The fact that Stihl’s earlier “orange and grey” colour combination trademark has been approved for registration by the TRAB implies that the TRAB acknowledges the distinctiveness and registrability of the colour combination applied to chainsaws. Even if the trademark, as filed, is a pure abstract representation of the two colours, the description filed together with the trademark application clarifies how the combination of colours is to be applied to the products. Therefore, since the two trademarks consist of the same colours used in identical positions, notwithstanding the case-by-case principle, it is essential to maintain the consistency of examination criteria.
Colour combination has been listed as a registrable sign since the 2001 version of the Trademark Law. However, in practice, the examiners are often tempted to refuse the trademark on account of its lack of distinctiveness. And the history of this case is an example of how to register a colour combination trademark in China despite the difficulties.
According to the Trademark Examination and Adjudication Criteria 2016, applicants have to submit a colorized trademark representation and a detailed description of the mark, with the name and pantone numbers of the colours, as well as an explicit written statement on how the colour combination trademark is to be used in commercial activity.
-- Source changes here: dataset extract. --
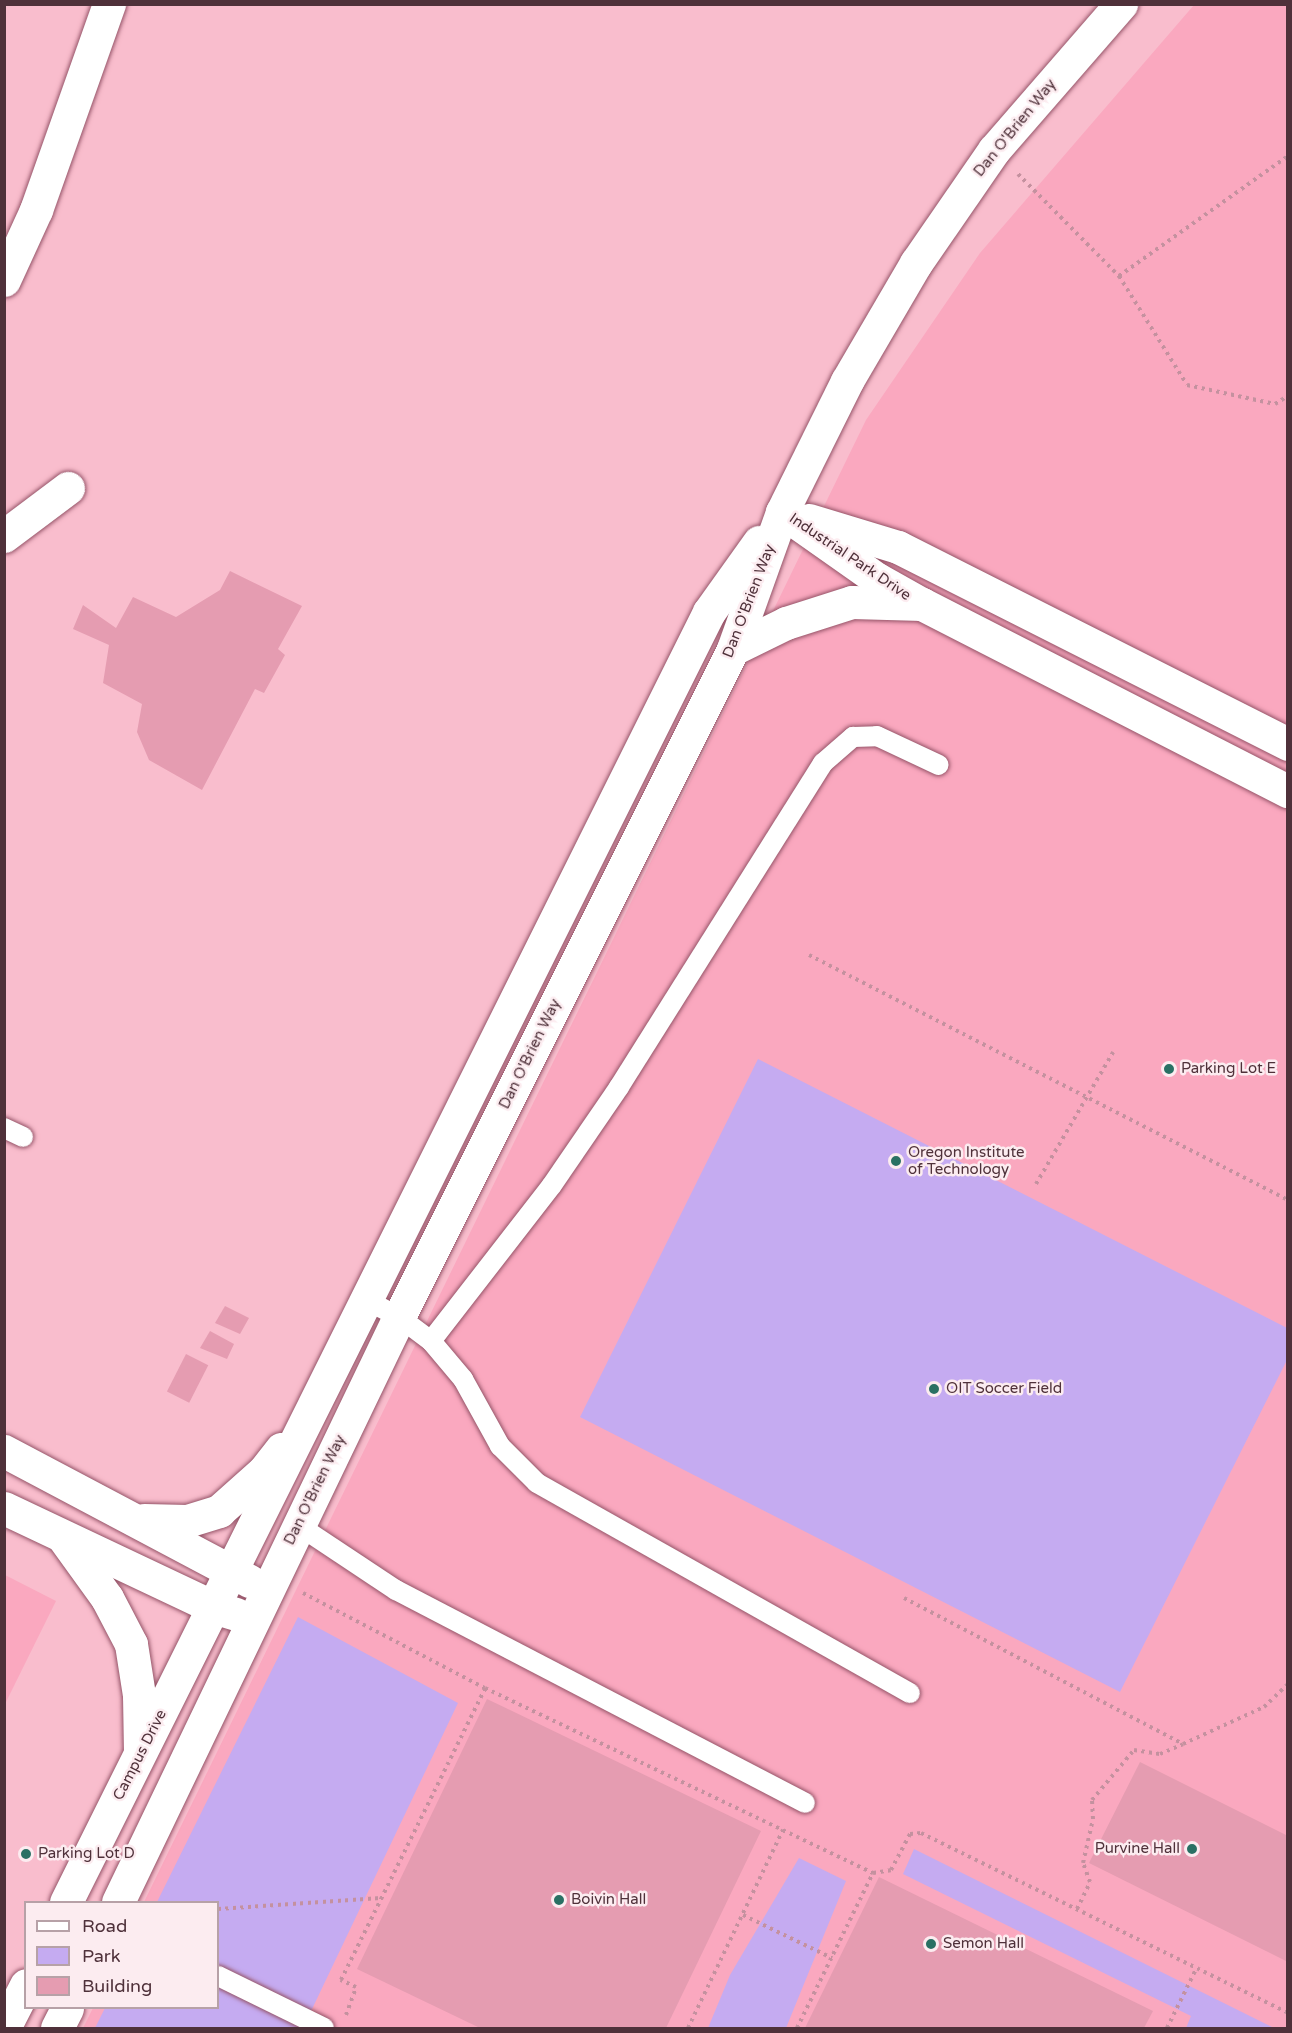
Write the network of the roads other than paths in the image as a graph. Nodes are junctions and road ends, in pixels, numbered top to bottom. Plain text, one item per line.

There are two types of admissible representations for the colour combination trademark:
It can be a representation of the product itself, showing with dotted-lines where the colours are to be applied. This is straightforward and easy for the examiners to apprehend. The only downside of this approach would be that, if the colours are used differently than as described in the application, the risk is having no protection at all.
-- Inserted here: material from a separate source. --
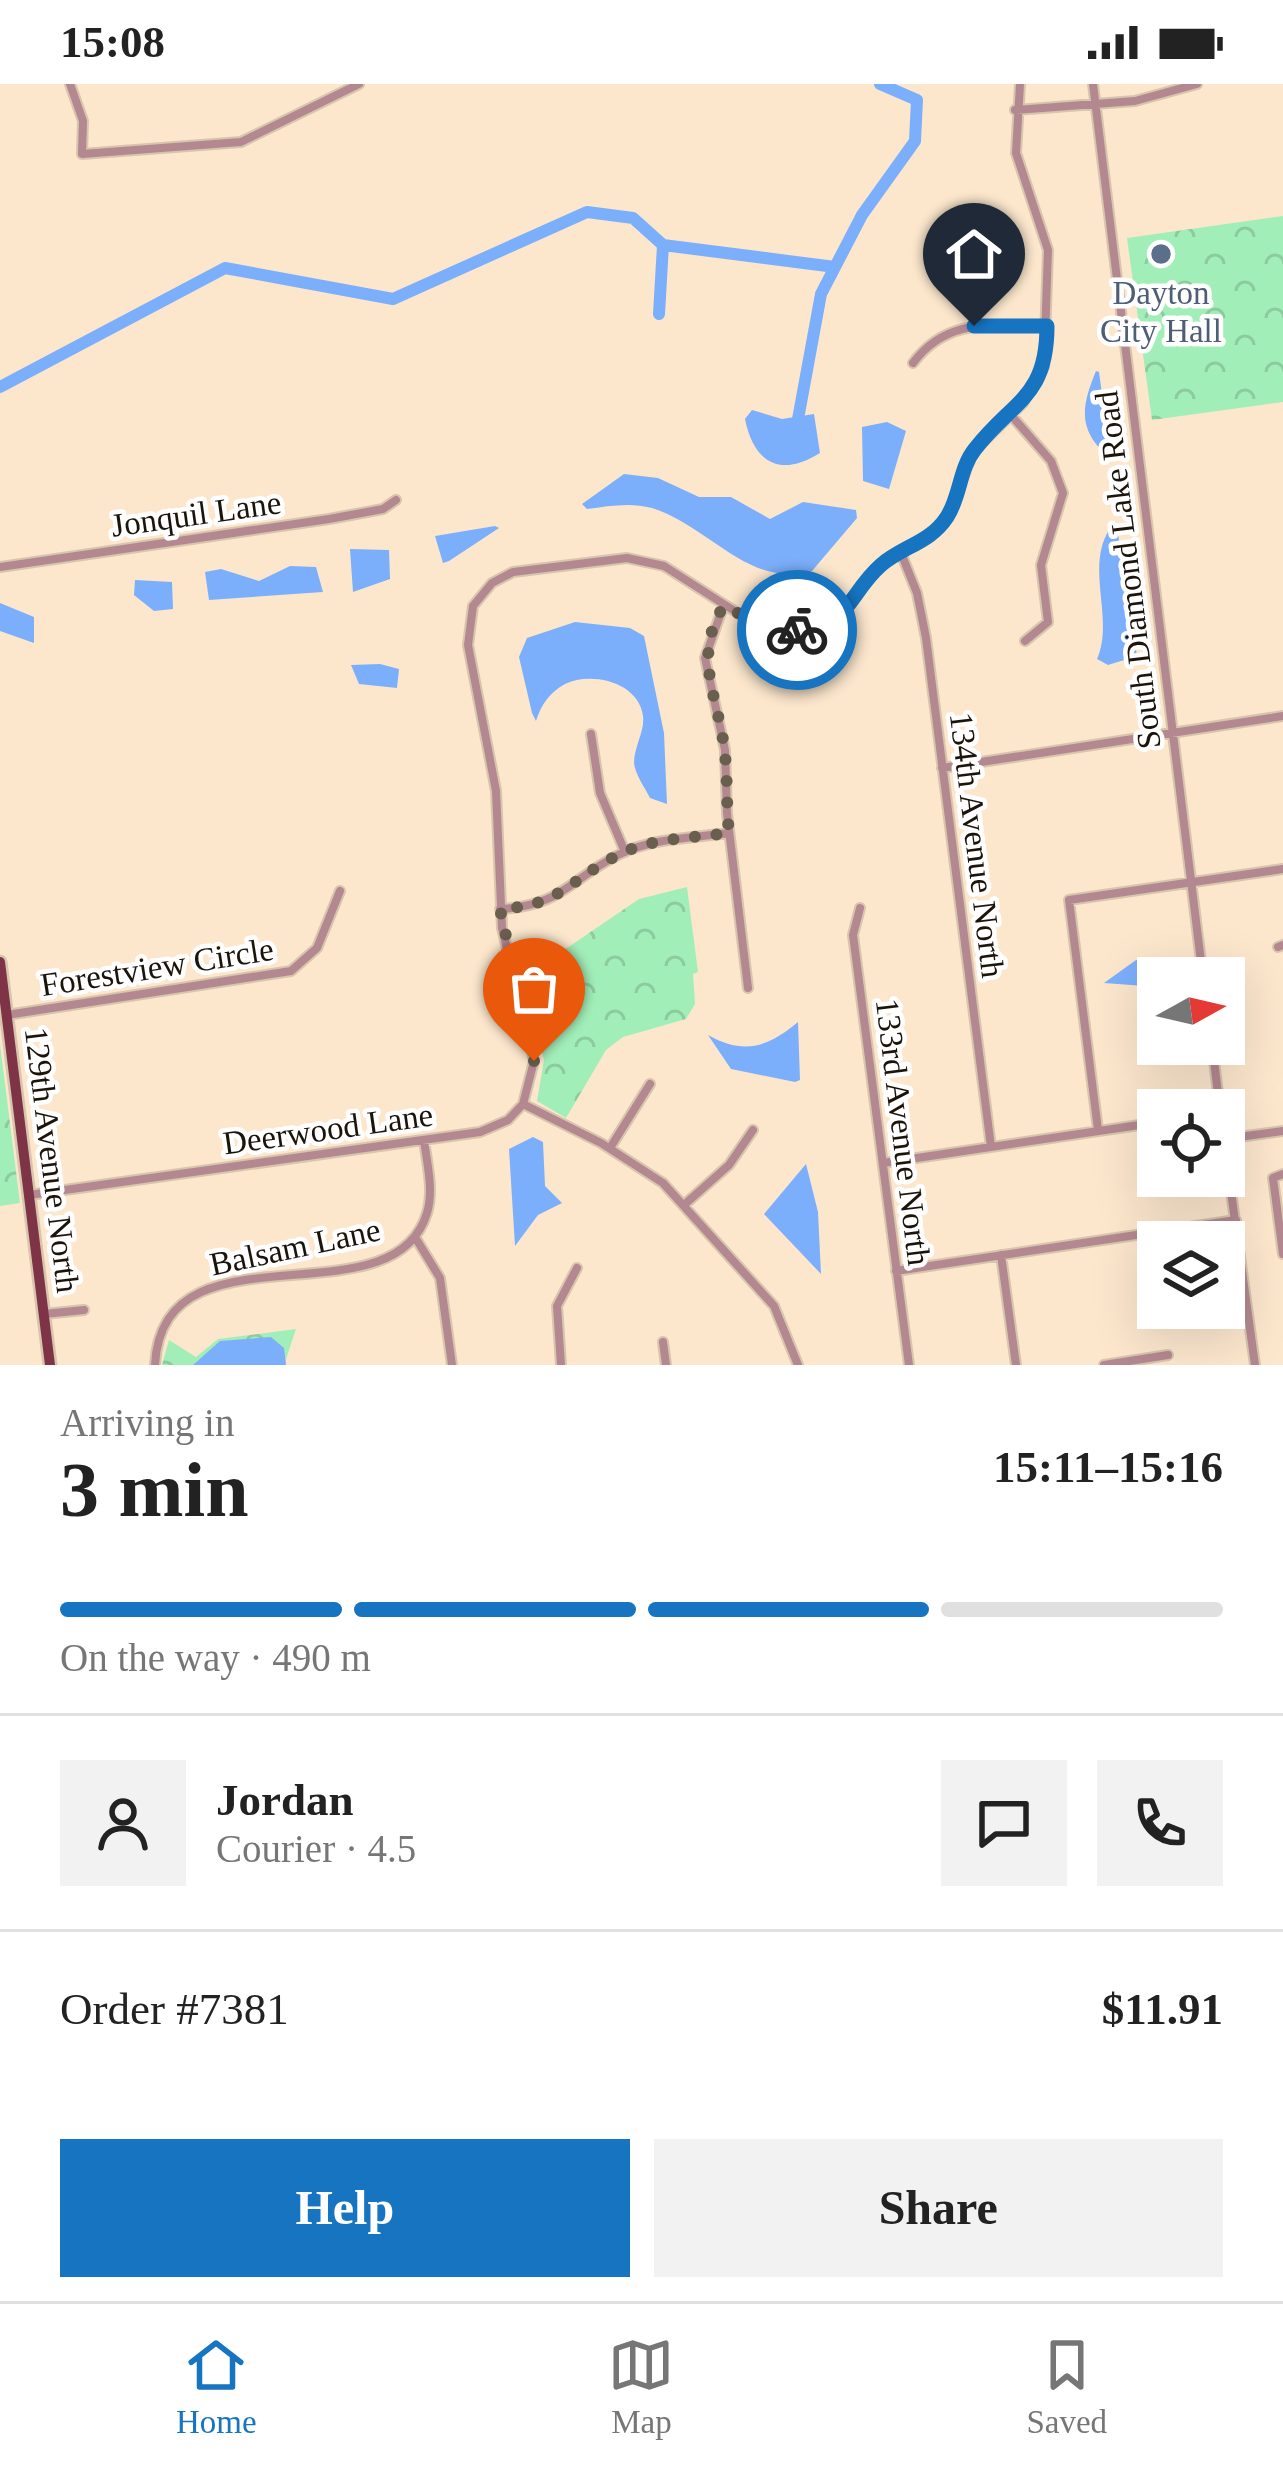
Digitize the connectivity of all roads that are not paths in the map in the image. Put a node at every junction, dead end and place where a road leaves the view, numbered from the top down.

Applicants may also opt to submit an abstract coloured block, like Stihl’s application in this case, with a detailed description about how the colours are combined and used on the products, but without specifying the shape of the product. This approach could bestow the registrant a broader protection scope. But the difficulty of obtaining such a registration increases substantially.
Since colour combination trademarks are normally deemed as inherently non-distinctive, it is necessary to prove that such a colour combination has acquired a “secondary meaning” through massive use and advertisement. It is like the recognition of the well-known trademark status. The applicant needs to submit evidentiary materials regarding the product market share, ranking, extensive and continuous sales and advertising. Meanwhile the main difficulty is to prove that the reputation has been acquired by the colour combination, independently of the word mark which is also used on the product and packaging. The examiner and/or judge usually have doubts about two questions: (1) whether the registrant’s extensive sales and advertising have contributed to the reputation of the word mark, and (2) whether the colour combination, standing alone, has become a source identifier. To address such doubts, a market survey may be necessary.
In practice, however, since it may take years for the brand owner to go through the whole trademark registration process, claiming protection of trade dress, in unfair competition administrative or legal proceedings, may be more efficient in stopping infringements. In such actions, it is easier to demonstrate the likelihood of confusion. Meanwhile, the protection records by PRC courts ascertaining the colours as trade dress can be used to support the trademark applicant’s argument on the distinctiveness and registrability of its colour combination trademark.